→ DATASET RECORDS:

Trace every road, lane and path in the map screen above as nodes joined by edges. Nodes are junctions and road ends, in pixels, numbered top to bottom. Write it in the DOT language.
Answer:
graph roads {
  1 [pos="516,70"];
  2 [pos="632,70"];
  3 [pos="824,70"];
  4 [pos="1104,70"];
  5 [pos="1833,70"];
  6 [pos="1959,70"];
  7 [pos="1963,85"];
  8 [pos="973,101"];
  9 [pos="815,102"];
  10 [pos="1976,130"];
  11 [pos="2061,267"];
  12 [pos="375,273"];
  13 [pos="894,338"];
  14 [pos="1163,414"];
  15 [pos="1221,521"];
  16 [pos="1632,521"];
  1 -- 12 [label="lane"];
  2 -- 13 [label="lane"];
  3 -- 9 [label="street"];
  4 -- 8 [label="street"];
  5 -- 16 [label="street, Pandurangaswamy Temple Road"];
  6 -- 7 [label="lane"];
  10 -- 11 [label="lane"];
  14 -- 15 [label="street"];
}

--

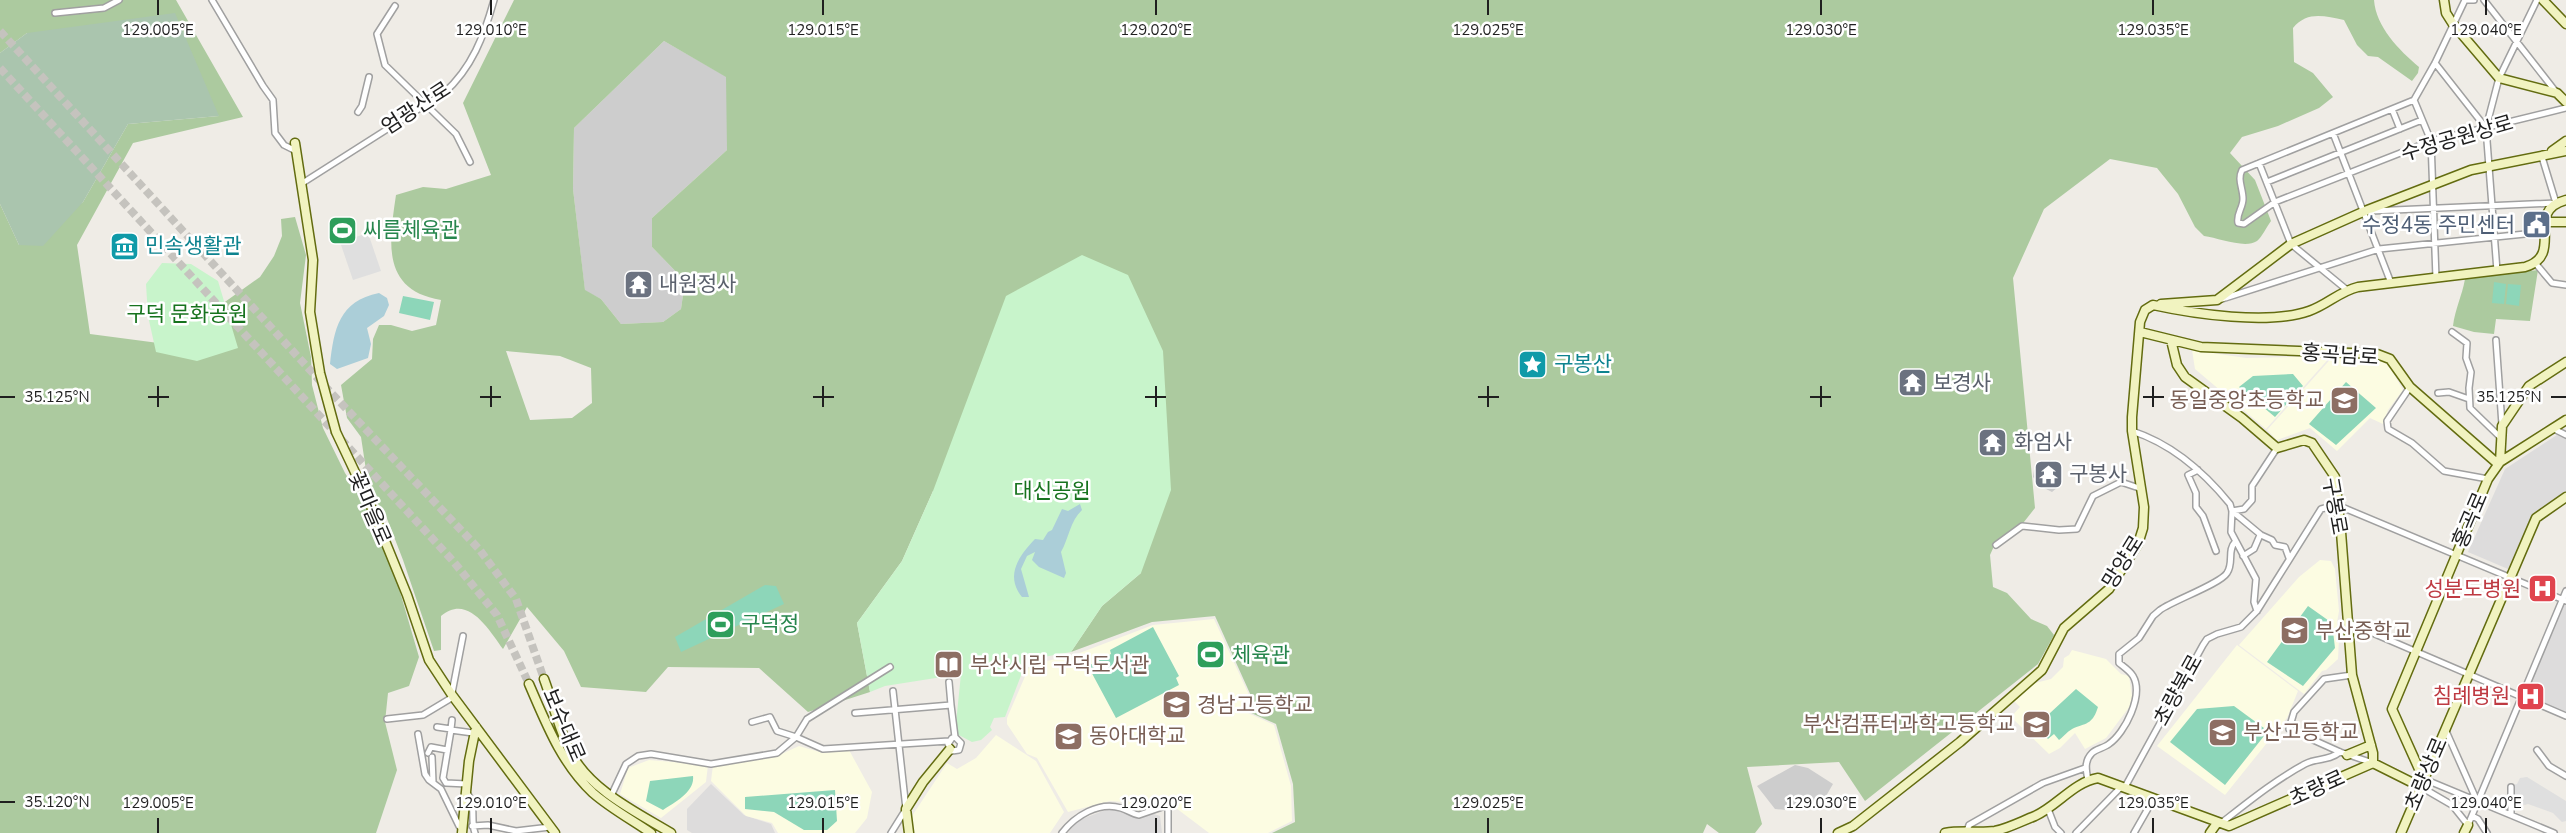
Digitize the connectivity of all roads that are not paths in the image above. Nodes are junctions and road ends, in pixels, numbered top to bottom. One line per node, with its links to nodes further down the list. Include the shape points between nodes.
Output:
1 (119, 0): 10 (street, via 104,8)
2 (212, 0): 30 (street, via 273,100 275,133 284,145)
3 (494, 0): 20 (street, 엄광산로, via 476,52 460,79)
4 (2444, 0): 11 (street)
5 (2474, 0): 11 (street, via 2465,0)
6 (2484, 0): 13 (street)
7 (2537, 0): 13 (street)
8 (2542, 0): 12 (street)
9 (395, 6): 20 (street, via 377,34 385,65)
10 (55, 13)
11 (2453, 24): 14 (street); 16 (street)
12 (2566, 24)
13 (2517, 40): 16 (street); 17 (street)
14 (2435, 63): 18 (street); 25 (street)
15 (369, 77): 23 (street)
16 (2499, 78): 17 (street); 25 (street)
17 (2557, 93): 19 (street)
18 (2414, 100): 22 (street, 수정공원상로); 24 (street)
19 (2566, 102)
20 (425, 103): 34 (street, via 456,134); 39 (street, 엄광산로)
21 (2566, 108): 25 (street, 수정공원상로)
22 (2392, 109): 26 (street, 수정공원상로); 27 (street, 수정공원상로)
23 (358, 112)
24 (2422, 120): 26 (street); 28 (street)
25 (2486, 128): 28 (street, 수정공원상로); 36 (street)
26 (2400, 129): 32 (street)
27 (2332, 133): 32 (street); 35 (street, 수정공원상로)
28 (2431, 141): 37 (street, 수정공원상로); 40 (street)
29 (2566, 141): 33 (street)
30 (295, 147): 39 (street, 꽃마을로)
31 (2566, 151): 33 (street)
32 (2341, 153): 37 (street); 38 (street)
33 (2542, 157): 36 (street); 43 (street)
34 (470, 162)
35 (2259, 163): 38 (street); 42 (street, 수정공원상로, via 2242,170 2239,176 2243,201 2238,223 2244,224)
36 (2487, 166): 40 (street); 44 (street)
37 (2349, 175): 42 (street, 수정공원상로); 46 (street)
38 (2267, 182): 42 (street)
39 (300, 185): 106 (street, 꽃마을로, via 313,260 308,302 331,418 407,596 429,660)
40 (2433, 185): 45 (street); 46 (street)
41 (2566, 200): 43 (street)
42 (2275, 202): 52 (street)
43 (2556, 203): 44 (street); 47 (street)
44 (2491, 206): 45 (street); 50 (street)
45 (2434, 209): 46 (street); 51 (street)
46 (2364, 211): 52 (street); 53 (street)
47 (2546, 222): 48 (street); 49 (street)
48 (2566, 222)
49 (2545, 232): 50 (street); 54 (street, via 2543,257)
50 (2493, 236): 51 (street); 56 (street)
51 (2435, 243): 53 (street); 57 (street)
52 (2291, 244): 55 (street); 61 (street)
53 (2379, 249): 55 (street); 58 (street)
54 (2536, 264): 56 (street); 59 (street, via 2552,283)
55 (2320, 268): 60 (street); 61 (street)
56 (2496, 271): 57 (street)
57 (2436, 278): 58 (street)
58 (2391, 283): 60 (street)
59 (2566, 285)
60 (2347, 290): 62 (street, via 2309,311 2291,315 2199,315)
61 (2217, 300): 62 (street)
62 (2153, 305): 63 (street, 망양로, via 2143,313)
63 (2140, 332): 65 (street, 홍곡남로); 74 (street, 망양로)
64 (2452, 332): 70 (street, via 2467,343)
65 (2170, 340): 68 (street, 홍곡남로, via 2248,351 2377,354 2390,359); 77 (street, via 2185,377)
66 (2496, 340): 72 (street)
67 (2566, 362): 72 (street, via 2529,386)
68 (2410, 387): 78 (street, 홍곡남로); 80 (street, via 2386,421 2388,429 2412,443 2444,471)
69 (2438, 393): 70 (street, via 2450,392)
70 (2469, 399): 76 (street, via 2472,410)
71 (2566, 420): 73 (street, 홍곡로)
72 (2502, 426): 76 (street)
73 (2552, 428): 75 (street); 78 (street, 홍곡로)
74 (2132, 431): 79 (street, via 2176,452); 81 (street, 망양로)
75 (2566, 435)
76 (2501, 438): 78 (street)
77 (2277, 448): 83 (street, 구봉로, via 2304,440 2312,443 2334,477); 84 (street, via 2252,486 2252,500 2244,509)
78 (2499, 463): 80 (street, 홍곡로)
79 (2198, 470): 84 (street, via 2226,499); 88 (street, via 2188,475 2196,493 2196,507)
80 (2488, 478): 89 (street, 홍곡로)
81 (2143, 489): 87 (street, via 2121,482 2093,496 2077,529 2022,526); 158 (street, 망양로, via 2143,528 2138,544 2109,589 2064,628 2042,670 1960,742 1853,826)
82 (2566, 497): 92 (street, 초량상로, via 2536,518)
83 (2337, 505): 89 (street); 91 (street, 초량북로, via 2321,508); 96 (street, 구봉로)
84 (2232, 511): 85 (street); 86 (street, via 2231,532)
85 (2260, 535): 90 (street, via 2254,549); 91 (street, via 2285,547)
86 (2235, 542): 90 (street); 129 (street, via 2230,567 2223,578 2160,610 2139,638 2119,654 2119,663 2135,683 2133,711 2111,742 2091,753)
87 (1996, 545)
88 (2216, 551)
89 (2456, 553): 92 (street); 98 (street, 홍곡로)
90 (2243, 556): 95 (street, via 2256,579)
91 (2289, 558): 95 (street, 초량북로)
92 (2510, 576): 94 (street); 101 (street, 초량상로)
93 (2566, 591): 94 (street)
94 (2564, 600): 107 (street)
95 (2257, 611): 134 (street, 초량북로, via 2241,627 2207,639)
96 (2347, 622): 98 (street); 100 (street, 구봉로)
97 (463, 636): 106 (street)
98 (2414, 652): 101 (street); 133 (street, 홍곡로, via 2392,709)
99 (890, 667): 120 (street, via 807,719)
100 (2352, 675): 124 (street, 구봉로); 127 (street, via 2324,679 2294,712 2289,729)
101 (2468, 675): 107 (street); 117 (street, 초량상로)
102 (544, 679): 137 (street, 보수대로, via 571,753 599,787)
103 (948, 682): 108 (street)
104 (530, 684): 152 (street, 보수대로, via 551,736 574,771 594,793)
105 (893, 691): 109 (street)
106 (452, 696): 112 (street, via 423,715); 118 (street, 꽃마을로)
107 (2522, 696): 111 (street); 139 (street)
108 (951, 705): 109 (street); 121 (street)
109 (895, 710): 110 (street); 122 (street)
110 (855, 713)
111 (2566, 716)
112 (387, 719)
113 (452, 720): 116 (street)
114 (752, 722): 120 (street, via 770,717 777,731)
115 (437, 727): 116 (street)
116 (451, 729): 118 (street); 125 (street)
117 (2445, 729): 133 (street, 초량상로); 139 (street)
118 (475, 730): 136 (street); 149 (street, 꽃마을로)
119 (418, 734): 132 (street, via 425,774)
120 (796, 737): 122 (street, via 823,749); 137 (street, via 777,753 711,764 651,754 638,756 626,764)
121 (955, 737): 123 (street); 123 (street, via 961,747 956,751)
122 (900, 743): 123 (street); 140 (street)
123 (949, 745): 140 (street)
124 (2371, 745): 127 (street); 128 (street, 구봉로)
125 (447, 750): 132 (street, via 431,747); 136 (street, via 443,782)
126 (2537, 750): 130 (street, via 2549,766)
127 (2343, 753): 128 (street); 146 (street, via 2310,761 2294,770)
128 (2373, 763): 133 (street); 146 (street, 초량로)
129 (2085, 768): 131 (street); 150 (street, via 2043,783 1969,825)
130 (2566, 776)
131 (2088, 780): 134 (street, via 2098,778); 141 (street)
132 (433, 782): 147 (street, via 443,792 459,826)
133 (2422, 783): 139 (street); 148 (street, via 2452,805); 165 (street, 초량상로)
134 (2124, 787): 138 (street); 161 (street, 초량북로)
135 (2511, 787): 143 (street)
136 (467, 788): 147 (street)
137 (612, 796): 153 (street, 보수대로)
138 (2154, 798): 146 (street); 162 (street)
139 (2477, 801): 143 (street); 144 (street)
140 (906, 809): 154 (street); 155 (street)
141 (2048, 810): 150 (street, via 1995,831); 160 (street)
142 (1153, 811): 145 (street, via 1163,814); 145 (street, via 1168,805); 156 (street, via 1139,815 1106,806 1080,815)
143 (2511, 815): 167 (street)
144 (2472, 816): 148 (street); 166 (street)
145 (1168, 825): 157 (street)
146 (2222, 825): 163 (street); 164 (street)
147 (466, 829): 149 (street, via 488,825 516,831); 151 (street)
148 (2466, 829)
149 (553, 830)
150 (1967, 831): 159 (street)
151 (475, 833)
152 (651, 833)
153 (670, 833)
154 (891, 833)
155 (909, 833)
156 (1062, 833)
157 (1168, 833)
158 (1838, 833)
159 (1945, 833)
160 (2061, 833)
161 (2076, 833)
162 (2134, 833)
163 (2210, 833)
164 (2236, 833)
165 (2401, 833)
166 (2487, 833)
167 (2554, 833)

→ AIM OF THE EXERCISE: Go through the listing above and copy each line in which the string "ends" is found.

→ SOLUTION TO THIS EXERCISE:
Trace every road, lane and path in the map screen above as nodes joined by edges. Nodes are junctions and road ends, in pixels, numbered top to bottom. Write it in the DOT language.
Digitize the connectivity of all roads that are not paths in the image above. Nodes are junctions and road ends, in pixels, numbered top to bottom. One line per node, with its links to nodes further down the list. Include the shape points between nodes.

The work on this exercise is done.